Good! But he was a General Officer of not more than fifty-five, in his full vigour, and she a woman of seventy!

The prospect was bleak. It resembled an outlook on the steppes. In point of the discipline he was to expect, he might be compared to a raw recruit, and in his own home!

However, she was a woman of mind. One would be proud of her.

But did he know the worst of her? A dreadful presentiment, that he did not know the worst of her, rolled an ocean of gloom upon General Ople, striking out one solitary thought in the obscurity, namely, that he was about to receive punishment for retiring from active service to a life of ease at a comparatively early age, when still in marching trim. And the shadow of the thought was, that he deserved the punishment!

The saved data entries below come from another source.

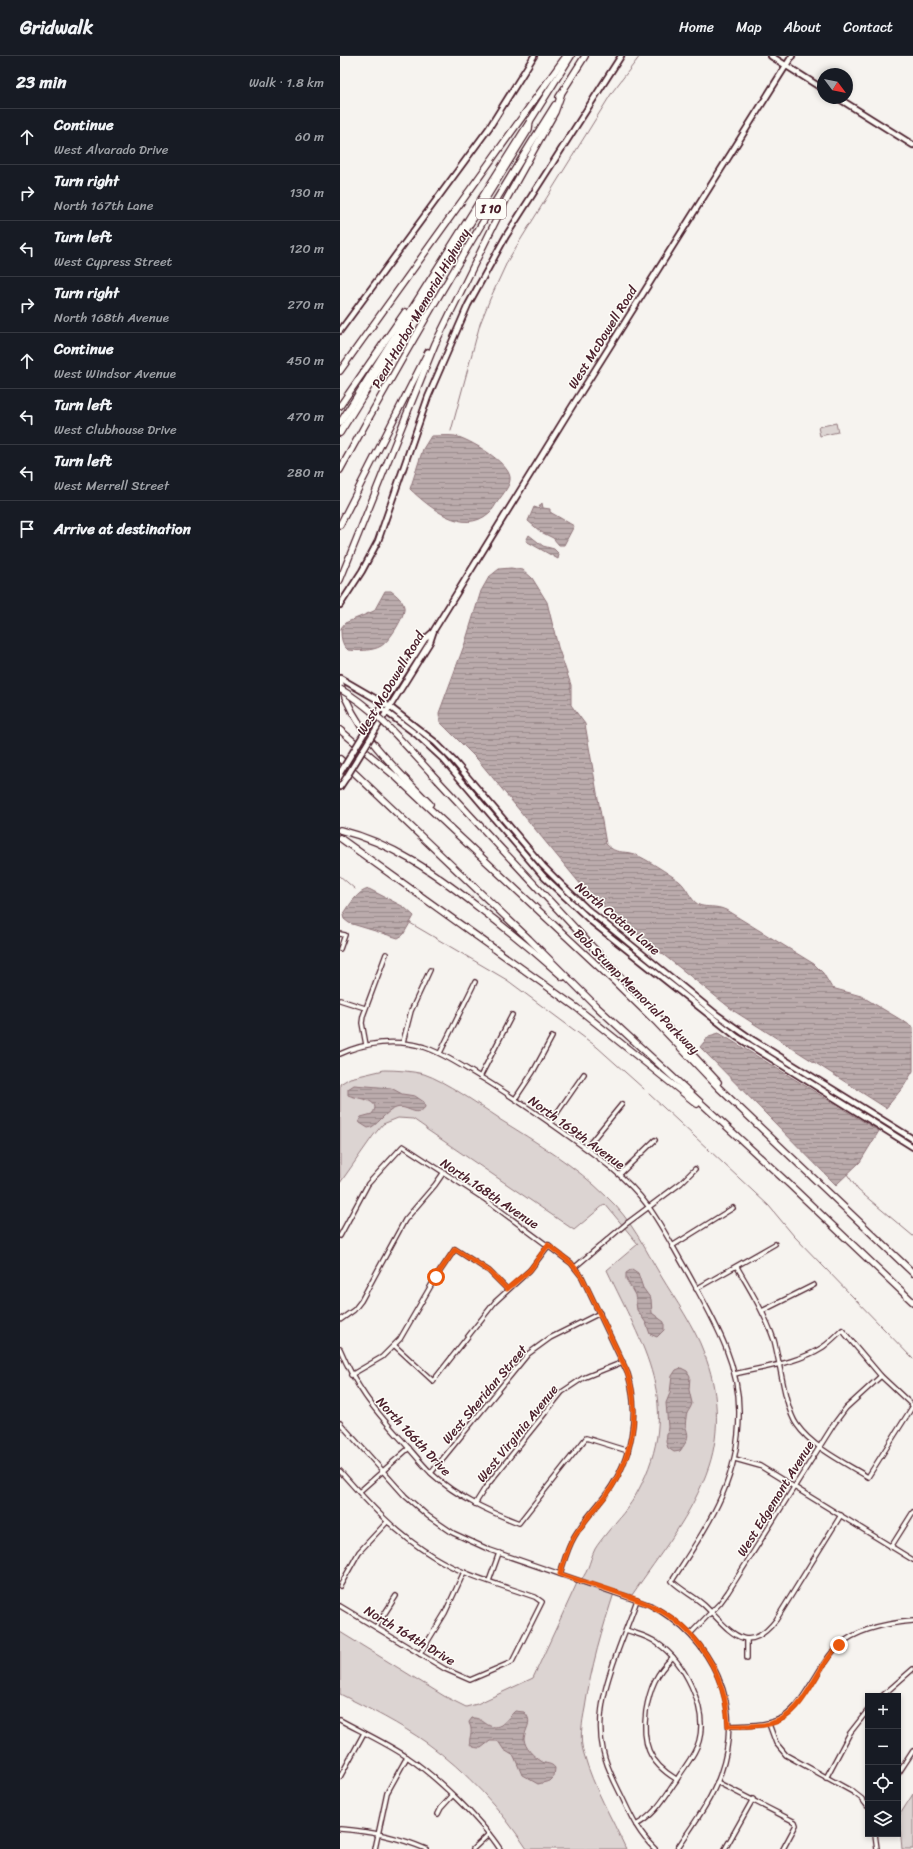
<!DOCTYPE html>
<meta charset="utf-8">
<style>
:root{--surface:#171b24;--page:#242831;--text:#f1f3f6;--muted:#9ea1a6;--line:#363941}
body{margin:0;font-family:Sriracha,sans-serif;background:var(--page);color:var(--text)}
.controls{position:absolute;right:12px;bottom:12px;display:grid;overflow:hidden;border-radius:0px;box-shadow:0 2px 6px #0003}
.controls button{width:36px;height:36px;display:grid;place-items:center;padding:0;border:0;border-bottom:1px solid var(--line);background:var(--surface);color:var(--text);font:20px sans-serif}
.compass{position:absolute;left:477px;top:12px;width:36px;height:36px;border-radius:50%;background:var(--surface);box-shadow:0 2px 6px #0003;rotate:122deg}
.stop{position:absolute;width:12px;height:12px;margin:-9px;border:3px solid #ea580c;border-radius:50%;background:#fff}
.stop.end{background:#ea580c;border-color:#fff;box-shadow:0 1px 4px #0008}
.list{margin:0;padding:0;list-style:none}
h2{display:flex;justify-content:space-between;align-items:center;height:52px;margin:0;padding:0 16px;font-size:17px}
h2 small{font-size:13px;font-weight:400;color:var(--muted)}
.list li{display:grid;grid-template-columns:26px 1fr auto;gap:12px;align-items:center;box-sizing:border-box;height:56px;padding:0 16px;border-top:1px solid var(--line)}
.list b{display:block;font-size:15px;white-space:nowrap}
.list p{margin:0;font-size:13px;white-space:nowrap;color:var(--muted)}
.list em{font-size:13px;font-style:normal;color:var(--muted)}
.icon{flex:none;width:22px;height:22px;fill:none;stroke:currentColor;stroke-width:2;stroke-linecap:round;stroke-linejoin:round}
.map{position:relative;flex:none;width:573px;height:1793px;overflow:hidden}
header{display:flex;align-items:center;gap:24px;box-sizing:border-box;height:56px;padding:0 20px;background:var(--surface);border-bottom:1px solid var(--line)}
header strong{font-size:19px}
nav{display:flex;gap:22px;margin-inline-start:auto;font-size:14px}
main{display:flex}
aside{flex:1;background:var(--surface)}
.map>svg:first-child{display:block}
.green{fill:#dcd4d2;stroke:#937a7e}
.water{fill:url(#water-rules);stroke:#8e7378}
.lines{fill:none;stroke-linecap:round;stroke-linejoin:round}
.stream{stroke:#8e7378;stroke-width:1}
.minor-casing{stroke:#4a1f2b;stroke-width:6}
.major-casing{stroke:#4a1f2b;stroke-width:8}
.highway-casing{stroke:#4a1f2b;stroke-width:8}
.minor{stroke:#fdfcf7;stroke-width:3.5}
.major{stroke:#fdfcf7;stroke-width:4.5}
.highway{stroke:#fdfcf7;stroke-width:5.5}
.major-bridge-casing{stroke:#4a1f2b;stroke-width:8;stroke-linecap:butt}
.highway-bridge-casing{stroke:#4a1f2b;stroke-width:8;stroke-linecap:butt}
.major-bridge{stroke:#fdfcf7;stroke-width:4.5}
.highway-bridge{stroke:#fdfcf7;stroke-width:5.5}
.route{stroke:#ea580c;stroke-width:5}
.labels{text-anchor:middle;stroke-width:3;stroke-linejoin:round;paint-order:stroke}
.shield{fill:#fdfcf7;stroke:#806168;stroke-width:1}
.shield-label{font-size:12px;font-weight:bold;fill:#4a1f2b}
.street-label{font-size:13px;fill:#4a1f2b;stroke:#fdfcf7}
</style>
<header>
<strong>Gridwalk</strong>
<nav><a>Home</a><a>Map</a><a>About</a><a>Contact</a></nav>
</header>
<main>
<aside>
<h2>23 min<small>Walk · 1.8 km</small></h2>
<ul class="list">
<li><svg class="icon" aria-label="ahead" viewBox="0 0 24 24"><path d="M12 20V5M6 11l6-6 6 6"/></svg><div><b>Continue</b><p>West Alvarado Drive</p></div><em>60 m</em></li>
<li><svg class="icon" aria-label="right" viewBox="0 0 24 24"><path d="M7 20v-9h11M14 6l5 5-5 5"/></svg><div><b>Turn right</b><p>North 167th Lane</p></div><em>130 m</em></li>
<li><svg class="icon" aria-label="left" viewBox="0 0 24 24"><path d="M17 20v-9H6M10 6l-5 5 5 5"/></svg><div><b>Turn left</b><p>West Cypress Street</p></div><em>120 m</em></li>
<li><svg class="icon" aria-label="right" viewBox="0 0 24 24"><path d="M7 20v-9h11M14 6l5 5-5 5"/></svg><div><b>Turn right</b><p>North 168th Avenue</p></div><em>270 m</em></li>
<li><svg class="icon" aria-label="ahead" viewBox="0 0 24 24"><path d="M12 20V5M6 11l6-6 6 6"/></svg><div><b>Continue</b><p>West Windsor Avenue</p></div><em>450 m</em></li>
<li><svg class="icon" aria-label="left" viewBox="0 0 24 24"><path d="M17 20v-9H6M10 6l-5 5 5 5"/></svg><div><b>Turn left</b><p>West Clubhouse Drive</p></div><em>470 m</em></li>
<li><svg class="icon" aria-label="left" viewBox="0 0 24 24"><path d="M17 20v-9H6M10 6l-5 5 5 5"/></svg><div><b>Turn left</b><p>West Merrell Street</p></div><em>280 m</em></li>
<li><svg class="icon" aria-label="arrive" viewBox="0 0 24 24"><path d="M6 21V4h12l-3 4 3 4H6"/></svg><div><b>Arrive at destination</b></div></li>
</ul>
</aside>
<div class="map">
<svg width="573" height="1793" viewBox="0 0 573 1793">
<defs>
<pattern id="water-rules" width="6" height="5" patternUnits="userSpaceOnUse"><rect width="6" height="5" fill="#bbabac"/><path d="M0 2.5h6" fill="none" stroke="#9a8b8c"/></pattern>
</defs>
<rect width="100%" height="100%" fill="#f6f3ef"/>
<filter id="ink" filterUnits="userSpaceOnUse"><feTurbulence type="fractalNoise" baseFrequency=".025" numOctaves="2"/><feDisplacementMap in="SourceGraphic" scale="8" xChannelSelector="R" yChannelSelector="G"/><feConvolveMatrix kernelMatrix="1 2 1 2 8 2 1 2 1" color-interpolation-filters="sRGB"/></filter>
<g filter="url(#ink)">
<g class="green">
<polygon points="496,367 498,376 480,380 478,371"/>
<path d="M44,1014C57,1014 71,1015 84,1018C105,1025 139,1049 159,1062V1063C196,1086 236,1110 267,1141C291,1163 305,1193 321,1220C336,1245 354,1270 364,1297C378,1332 381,1374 369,1410C353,1458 320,1498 292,1539L275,1534C262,1574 251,1611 245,1652C242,1667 239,1684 244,1698C253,1731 272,1762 286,1793H187C161,1753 126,1715 87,1687C60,1668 30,1653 0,1638V1576L104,1640L126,1651L137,1648L193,1622L237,1527C248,1520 249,1505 255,1493C258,1488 262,1483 266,1478C277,1464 290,1451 298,1435C344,1349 303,1291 267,1214L298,1188L265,1148L234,1174L86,1073V1072L73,1063L58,1062L43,1068L33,1080L0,1127V1028L10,1022Z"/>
<polygon points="573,1738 573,1793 562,1793 559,1760"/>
</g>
<g class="water">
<path d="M91,380C99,380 107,379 115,380C129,383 168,406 170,421C171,429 163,438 158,445C155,449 153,454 149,457C123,480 89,451 70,433L83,393Z"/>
<polygon points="202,447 203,452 210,453 210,456 234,470 224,489 219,489 213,482 201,476 188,465 194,451 200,453 201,451 199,451"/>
<polygon points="189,479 203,490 214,493 219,498 218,503 186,485"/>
<path d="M171,512L183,514L192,522L207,546L218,591L231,629V649L245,668L266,788C277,799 281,794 294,798C305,802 329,818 339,825C347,831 350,844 359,849C367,852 375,849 386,854L474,908L483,917L492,932L521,940L573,971V1015L564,1030L546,1052L394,955L251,841L138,704L100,666L99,657L125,587L141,535L149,521L159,513Z"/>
<path d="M45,535H51C56,539 63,544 64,551C66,559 49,586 41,590C33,595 17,595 8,594C1,588 1,580 1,572L5,567L34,555Z"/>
<path d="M29,833L64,851L74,860L63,879L58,882L9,867L4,863L3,859C10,849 17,835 29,833Z"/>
<polygon points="379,977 539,1075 520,1106 496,1129 360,991 369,980"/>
<path d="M14,1029L51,1032L62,1038L75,1040L84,1046L85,1051C77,1063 67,1048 56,1052C45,1055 36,1072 28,1072L20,1067L19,1065L21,1061L32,1058C44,1043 16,1043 8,1039V1033Z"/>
<polygon points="292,1213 298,1217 303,1232 311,1243 312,1257 324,1266 324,1274 317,1281 310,1278 306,1267 297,1254 295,1239 286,1223 286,1217"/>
<path d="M341,1312L347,1315L350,1320L349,1334L352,1347C351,1353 346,1356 346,1362C343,1378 355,1375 340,1395L334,1396L328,1392L326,1386L328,1371L326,1347L330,1337L332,1320L336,1314Z"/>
<path d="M175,1655L184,1656C194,1666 185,1672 184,1683C185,1692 193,1700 201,1705C206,1709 211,1706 215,1712L214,1721L210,1725L198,1728L182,1719L174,1700L164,1694L158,1685H150L141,1692C123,1692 132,1682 131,1673C131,1670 129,1668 129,1666L132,1662C144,1661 148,1676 161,1669C167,1665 170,1659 175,1655Z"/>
</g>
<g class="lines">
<g class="stream">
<polyline points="111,375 140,268 150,243 168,204 273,35 300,0"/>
<polyline points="0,820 15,833"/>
<polyline points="70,867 167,924 257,991 304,1033"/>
<polyline points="309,1038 429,1150 454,1180 573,1303"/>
<polyline points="507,1118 518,1134 573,1180"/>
</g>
<defs>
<g id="minor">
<polyline points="0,878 5,879 0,893"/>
<polyline points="0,944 25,952"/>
<polyline points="63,986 71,955 90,914"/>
<polyline points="26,989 22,967 23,960 46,898"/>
<polyline points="100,997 135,926"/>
<path d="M0,998C26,986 56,983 84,991C105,998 123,1011 142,1022C170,1039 196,1057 223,1076C254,1098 285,1119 308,1150C323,1171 335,1195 348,1217C372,1261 400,1306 399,1358C399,1427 367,1470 332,1525C341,1534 354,1540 364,1549C389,1573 406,1603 436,1564L501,1459"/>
<polyline points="140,1021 172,959"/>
<polyline points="175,1043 193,1016 212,981"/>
<polyline points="210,1067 244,1018"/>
<polyline points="246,1092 282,1048"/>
<polyline points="280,1118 315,1084"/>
<path d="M0,1180L28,1128L63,1090L146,1144L231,1207L242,1221L288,1318C300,1358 292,1403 267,1437C256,1452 243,1465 234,1481C227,1493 224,1506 220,1518"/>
<polyline points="332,1190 393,1152"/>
<polyline points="235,1211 286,1168 341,1127 355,1113"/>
<polyline points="356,1233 435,1188"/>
<polyline points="422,1255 474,1229"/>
<polyline points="0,1264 14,1254 21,1245 65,1164 95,1129 104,1116"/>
<polyline points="55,1290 93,1325 155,1246 190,1214 209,1189"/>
<path d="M0,1293C16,1331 32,1351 59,1381C70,1393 80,1406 92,1418C117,1441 148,1455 179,1467L246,1382L288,1395"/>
<path d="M395,1318C424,1311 458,1307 483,1291C490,1286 496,1280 502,1274L541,1320L573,1350L528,1421C505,1407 472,1391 457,1369C445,1353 440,1306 434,1284C425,1258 411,1235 397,1211"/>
<polyline points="11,1319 42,1301 60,1283 96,1221 115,1193 149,1215 167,1233"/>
<path d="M0,1367L65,1440L88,1460L113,1477L150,1494L310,1549C373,1583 405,1649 380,1719C371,1745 352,1770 337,1793"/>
<polyline points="395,1403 420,1410 573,1504"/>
<path d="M0,1415C28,1447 56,1478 94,1501C125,1520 161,1529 195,1541L202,1546L172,1606L130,1624L105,1613L0,1550"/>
<polyline points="91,1417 188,1298 210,1282 260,1257"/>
<polyline points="19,1436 69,1392"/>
<polyline points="135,1448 145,1432 222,1336 243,1322 283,1306"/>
<polyline points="551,1491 573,1456"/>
<polyline points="149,1525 159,1497"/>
<polyline points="0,1530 19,1496 47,1466"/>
<path d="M297,1544C281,1590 252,1644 263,1694C266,1710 274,1725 281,1739C291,1760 298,1777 315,1793"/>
<polyline points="36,1571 56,1540"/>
<path d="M286,1574C297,1578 308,1580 317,1587C344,1605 368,1652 359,1685C355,1700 343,1712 336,1725C324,1742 315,1759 296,1769"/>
<polyline points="350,1578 380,1547 388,1536 494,1368 506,1352 541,1320"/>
<polyline points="80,1598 105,1557 124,1516"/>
<path d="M333,1601C316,1617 310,1632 306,1655C302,1687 308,1706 336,1723"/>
<polyline points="407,1602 407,1583"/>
<polyline points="542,1640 573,1613"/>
<path d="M0,1664C22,1676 46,1687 67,1701C96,1720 141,1764 160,1793"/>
<polyline points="429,1668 436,1687 446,1699 513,1736 522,1743 528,1751"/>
<path d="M389,1670C446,1669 449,1664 478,1617C484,1607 490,1597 498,1590C517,1573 549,1567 573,1565"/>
<polyline points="558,1718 573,1695"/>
<polyline points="0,1721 24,1677"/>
<polyline points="486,1722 510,1677 528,1654"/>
<polyline points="377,1726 455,1766 456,1769 443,1793"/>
<polyline points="98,1758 101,1752 112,1740"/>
<path d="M0,1773C30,1775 58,1781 86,1793"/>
<polyline points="535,1778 537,1793"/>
<polyline points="35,1793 47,1737 67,1701"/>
<polyline points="133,1793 149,1778"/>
<polyline points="385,1793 413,1743"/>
</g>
<g id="major">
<polyline points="431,0 483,33"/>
<polyline points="498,42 573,89"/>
<polyline points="0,275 149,72 194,0"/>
<polyline points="0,549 22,515 38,485 88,341 128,249 166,180 281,0"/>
<polyline points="0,622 50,651 95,686 114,705 203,810 224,831 246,852 376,958 413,984 573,1083"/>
<polyline points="41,652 77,679 103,703 204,821 252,866 397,981 573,1091"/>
<polyline points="30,668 85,583 93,576"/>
<polyline points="36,673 90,586 94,574 228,357 452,0"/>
<polyline points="0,731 6,722"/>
</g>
<g id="highway">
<polyline points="219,41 245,0"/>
<polyline points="0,315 226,0"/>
<polyline points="0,350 65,256"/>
<polyline points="0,367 231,0"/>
<polyline points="0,377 189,73 190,64"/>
<path d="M0,414C68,290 140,168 215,49"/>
<polyline points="0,469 88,296"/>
<polyline points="0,524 95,288 166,144 215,56 221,39"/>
<path d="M0,627C15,676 56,713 90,748"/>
<polyline points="0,674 57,722 275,926 317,967 379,1032 573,1217"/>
<polyline points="0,703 189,883 257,951 450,1129 573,1246"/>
<polyline points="91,717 378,1026"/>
<path d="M0,774C53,787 96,818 138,851C167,873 196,897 223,921"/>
<polyline points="0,782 237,952 357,1048"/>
</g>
</defs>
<use href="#minor" class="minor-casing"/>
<use href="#major" class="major-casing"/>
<use href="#highway" class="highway-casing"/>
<use href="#minor" class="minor"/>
<use href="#major" class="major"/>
<use href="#highway" class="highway"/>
<defs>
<g id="major-bridge">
<polyline points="0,717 30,668"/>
<polyline points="6,722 36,673"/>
</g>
<path id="highway-bridge" d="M0,633C36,653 63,687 91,717"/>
</defs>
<use href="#major-bridge" class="major-bridge-casing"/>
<use href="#highway-bridge" class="highway-bridge-casing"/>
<use href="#major-bridge" class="major-bridge"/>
<use href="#highway-bridge" class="highway-bridge"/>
</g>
</g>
<g class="lines" filter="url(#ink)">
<path class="route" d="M96,1221L115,1193L149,1215L167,1233L190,1214L208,1189L231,1207L242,1221L286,1313C302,1354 292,1403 267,1438C256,1452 243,1466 234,1481C227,1493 224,1506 220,1518C249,1528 281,1536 309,1549C357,1570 386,1618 388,1670C402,1670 416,1671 429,1668C466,1660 474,1613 499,1589"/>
</g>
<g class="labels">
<rect class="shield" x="136" y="143" width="30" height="20" rx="3"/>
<g class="shield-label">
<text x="151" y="157">I 10</text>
</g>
<g class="street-label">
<text transform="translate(80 252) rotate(-60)" y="5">Pearl Harbor Memorial Highway</text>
<text transform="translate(262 281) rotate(-58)" y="5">West McDowell Road</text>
<text transform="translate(50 627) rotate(-59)" y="5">West McDowell Road</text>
<text transform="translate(278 862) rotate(40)" y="5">North Cotton Lane</text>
<text transform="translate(297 935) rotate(45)" y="5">Bob Stump Memorial Parkway</text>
<text transform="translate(237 1076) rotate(36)" y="5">North 169th Avenue</text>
<text transform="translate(150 1137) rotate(34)" y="5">North 168th Avenue</text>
<text transform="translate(144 1338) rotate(-50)" y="5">West Sheridan Street</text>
<text transform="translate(177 1377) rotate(-51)" y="5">West Virginia Avenue</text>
<text transform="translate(74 1380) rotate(47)" y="5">North 166th Drive</text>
<text transform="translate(435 1442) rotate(-58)" y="5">West Edgemont Avenue</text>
<text transform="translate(70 1579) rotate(31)" y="5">North 164th Drive</text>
</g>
</g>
</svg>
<div class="controls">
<button>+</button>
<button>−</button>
<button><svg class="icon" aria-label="locate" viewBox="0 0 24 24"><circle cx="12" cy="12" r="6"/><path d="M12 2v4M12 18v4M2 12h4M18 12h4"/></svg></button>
<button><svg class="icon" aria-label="layers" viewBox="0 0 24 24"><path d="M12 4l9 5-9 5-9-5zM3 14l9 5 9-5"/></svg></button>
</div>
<svg class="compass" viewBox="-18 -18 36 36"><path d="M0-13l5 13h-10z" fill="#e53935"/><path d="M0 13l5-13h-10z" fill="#9ea1a6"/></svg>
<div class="stop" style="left:96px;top:1221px"></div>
<div class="stop end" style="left:499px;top:1589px"></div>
</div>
</main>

He was in his garden with the dawn. Hard exercise is the best of opiates for dismal reflections. The General discomposed his daughter by offering to accompany her on her morning ride before breakfast. She considered that it would fatigue him. ‘I am not a man of eighty!’ he cried. He could have wished he had been.

He led the way to the park, where they soon had sight of young Rolles, who checked his horse and spied them like a vedette, but, perceiving that he had been seen, came cantering, and hailing the General with hearty wonderment.